▸ Description of the task: Using the data below, copy each line that includes the word "async".
▼
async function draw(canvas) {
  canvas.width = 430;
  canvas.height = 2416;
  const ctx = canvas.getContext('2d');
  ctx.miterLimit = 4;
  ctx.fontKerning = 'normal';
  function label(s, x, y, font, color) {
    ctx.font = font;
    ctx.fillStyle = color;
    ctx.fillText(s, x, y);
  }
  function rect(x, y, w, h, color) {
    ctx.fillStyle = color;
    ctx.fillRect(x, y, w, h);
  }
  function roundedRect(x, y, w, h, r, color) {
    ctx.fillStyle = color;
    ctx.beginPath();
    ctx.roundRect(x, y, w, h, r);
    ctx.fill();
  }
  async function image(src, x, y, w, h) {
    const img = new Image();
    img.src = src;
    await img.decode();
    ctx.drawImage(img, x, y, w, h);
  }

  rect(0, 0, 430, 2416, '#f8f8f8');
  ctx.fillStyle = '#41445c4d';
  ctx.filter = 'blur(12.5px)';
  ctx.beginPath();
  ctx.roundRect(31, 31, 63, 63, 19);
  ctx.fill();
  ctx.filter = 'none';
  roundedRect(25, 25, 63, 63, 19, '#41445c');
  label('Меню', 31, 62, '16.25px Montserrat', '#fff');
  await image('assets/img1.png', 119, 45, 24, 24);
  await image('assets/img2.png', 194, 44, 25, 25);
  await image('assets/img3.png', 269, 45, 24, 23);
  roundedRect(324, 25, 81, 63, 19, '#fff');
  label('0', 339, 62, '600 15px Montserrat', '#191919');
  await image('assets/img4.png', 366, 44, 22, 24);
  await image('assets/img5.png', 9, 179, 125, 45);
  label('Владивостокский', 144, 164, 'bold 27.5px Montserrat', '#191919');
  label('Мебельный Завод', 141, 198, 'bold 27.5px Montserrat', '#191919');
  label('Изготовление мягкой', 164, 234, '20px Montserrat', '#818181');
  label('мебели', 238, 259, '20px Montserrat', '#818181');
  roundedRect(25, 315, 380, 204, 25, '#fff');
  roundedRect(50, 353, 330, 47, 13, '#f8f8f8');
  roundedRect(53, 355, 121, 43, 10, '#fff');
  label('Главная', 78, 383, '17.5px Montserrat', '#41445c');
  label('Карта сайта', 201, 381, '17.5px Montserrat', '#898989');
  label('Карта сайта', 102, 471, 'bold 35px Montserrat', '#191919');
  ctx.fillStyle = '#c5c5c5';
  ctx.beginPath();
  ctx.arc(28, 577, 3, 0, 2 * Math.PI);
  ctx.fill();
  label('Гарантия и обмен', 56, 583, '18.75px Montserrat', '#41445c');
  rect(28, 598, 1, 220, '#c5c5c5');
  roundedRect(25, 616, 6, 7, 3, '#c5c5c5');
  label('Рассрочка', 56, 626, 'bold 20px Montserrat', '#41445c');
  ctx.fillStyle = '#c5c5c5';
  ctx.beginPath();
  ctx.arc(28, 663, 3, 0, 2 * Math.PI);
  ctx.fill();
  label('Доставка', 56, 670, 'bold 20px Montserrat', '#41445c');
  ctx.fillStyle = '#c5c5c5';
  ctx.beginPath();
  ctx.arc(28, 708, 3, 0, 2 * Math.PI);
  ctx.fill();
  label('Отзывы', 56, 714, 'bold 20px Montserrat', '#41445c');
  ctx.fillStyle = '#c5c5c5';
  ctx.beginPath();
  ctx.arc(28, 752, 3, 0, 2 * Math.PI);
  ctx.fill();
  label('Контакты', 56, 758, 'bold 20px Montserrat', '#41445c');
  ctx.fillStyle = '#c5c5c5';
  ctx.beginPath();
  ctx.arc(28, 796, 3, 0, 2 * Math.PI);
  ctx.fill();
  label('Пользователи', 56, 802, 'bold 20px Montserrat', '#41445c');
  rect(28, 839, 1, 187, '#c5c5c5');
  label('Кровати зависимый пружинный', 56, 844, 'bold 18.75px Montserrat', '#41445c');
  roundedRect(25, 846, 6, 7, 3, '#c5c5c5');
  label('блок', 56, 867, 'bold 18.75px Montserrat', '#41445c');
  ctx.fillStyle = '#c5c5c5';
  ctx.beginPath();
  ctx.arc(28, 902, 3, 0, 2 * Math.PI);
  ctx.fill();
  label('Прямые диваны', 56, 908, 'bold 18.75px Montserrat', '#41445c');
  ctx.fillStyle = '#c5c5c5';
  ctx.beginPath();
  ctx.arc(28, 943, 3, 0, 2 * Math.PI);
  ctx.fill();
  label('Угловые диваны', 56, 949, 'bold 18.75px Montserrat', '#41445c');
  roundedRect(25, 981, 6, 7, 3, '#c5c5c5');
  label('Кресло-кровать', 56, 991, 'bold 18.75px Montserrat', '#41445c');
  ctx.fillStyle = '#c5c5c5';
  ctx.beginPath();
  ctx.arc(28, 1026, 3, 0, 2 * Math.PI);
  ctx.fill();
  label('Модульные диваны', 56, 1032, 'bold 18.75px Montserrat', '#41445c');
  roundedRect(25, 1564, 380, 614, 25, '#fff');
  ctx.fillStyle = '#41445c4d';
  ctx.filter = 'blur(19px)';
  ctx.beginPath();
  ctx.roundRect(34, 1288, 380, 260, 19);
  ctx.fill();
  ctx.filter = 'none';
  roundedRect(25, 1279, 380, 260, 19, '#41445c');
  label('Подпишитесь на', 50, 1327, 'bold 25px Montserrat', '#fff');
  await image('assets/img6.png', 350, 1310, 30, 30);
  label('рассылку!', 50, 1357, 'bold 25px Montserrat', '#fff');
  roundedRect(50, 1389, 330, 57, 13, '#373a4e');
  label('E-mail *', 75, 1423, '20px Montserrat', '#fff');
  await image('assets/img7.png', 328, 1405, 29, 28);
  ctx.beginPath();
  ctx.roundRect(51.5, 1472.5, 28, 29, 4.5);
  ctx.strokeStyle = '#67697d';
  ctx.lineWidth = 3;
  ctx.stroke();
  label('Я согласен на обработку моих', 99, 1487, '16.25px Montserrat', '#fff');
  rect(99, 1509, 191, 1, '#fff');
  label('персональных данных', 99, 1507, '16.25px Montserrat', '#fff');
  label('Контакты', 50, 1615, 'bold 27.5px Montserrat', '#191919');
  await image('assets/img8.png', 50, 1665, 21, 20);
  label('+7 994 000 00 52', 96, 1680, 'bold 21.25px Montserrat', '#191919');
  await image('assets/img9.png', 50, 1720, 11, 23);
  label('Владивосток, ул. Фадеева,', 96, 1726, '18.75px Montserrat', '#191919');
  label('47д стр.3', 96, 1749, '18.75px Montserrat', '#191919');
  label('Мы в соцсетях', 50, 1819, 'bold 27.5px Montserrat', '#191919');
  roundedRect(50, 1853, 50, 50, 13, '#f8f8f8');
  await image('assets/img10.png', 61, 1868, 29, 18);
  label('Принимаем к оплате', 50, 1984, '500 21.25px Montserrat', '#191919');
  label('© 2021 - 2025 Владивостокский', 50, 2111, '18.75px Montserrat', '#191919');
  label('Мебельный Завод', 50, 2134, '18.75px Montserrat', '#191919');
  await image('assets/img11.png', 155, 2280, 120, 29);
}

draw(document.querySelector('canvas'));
▲
▼
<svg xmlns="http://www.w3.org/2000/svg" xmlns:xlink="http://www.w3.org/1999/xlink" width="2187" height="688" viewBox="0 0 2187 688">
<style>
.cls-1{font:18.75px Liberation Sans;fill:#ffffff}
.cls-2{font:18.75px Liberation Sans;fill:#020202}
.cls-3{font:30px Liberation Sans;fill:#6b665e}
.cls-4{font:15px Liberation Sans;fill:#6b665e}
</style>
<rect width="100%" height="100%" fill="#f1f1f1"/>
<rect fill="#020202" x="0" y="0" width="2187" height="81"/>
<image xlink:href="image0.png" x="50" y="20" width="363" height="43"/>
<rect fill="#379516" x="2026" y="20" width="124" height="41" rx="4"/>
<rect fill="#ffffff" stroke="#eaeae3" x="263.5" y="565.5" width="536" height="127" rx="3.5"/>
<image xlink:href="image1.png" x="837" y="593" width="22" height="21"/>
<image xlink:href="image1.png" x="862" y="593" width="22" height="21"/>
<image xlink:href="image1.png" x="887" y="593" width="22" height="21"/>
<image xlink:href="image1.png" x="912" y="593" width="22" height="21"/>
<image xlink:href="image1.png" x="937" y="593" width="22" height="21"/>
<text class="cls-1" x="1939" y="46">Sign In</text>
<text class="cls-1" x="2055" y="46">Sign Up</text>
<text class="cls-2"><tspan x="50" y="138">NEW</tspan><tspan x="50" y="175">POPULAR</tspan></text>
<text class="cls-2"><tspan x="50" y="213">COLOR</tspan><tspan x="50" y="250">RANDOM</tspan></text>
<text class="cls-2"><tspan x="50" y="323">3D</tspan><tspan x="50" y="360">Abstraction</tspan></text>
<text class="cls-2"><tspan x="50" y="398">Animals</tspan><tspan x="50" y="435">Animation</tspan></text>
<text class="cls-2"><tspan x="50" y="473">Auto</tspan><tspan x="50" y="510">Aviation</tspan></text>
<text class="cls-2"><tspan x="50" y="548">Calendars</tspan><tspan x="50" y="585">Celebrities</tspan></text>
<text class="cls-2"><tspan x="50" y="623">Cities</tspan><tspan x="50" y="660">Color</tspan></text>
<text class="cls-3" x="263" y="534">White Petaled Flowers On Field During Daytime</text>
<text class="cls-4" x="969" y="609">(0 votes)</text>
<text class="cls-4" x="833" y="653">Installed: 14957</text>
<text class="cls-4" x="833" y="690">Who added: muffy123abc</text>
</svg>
▲
▼
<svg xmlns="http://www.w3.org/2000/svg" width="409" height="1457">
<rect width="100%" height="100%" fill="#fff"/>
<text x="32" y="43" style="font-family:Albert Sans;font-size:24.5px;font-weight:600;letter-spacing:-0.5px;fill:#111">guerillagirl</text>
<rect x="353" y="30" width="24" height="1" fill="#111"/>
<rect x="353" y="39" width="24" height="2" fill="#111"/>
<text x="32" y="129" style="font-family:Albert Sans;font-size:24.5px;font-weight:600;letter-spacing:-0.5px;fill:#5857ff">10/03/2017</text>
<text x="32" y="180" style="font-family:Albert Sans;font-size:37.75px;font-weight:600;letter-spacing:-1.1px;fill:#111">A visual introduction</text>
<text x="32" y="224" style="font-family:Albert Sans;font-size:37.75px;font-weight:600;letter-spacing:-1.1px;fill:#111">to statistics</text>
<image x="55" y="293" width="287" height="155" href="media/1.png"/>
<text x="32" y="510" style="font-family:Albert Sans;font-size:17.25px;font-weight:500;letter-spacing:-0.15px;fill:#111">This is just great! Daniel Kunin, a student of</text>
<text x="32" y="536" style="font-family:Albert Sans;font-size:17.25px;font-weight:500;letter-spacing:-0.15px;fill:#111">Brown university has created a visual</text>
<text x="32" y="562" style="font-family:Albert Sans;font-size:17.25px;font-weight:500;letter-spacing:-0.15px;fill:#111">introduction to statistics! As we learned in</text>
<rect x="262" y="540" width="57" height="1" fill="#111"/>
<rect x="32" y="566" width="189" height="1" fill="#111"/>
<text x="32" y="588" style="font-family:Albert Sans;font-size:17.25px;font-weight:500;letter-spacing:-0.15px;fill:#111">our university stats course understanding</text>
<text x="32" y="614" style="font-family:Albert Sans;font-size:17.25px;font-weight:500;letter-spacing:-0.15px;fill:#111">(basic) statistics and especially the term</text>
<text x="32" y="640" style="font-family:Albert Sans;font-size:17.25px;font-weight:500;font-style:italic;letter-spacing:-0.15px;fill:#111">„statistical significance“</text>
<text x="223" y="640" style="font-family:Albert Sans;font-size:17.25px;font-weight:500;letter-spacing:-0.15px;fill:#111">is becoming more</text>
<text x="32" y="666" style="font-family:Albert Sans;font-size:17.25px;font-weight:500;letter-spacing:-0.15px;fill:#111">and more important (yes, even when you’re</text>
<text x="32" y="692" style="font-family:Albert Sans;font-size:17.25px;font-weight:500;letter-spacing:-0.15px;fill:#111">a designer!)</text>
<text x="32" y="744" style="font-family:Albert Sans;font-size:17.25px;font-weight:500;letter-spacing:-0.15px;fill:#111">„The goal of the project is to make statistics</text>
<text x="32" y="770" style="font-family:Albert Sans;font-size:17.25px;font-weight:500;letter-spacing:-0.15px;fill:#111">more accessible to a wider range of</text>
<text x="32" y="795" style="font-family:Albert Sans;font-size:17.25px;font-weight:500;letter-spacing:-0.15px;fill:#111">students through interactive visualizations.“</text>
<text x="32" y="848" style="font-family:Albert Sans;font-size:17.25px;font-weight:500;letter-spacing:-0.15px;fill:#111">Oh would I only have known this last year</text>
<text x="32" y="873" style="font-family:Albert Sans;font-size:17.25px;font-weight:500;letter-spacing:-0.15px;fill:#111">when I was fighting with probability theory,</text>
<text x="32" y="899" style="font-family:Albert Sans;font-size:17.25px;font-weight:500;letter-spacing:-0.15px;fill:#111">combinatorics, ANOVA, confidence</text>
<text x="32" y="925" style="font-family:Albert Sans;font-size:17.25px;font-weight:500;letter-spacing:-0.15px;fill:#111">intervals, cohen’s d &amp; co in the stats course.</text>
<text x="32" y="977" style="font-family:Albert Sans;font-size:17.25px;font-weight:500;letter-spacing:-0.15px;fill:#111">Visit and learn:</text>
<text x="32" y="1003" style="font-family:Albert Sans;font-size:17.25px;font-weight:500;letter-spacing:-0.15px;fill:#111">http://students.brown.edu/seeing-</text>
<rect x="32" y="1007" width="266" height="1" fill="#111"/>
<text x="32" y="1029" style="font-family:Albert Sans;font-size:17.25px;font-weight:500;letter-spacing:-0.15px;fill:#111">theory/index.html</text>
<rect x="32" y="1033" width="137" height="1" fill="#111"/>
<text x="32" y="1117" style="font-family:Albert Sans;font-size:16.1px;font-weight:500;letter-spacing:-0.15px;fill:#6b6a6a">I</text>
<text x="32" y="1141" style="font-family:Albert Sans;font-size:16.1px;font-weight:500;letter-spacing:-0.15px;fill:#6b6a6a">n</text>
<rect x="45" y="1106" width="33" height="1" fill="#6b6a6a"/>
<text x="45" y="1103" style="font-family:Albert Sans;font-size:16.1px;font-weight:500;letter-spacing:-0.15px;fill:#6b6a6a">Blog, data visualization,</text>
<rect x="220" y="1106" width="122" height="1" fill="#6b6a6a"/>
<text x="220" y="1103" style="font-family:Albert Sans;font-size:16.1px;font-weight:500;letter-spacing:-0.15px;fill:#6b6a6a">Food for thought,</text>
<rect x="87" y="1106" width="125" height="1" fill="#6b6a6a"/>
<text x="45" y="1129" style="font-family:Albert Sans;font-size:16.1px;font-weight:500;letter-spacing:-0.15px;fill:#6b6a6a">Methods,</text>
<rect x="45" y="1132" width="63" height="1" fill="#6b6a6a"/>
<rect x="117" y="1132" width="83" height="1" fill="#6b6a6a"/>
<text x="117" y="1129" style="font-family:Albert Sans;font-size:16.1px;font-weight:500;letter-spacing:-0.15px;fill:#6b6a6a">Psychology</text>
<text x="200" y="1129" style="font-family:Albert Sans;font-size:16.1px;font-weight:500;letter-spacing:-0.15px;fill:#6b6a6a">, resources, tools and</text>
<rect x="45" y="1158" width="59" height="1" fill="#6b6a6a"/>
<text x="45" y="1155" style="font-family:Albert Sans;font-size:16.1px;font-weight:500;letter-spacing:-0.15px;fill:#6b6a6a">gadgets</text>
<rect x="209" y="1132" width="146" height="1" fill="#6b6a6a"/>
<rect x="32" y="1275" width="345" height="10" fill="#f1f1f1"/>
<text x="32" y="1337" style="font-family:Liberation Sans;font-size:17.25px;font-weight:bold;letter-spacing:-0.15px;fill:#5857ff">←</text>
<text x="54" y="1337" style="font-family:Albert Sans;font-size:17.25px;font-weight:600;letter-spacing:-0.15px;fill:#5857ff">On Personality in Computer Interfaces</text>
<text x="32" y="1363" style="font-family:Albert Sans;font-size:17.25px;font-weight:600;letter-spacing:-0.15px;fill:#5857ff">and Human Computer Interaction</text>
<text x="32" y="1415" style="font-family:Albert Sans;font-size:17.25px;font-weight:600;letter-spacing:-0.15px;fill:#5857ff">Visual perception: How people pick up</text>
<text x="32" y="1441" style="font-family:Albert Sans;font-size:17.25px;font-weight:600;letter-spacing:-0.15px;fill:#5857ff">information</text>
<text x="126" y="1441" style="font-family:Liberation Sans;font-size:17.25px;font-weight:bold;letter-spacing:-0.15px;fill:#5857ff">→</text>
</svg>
▲
▸ Output for this task:
async function draw(canvas) {
  async function image(src, x, y, w, h) {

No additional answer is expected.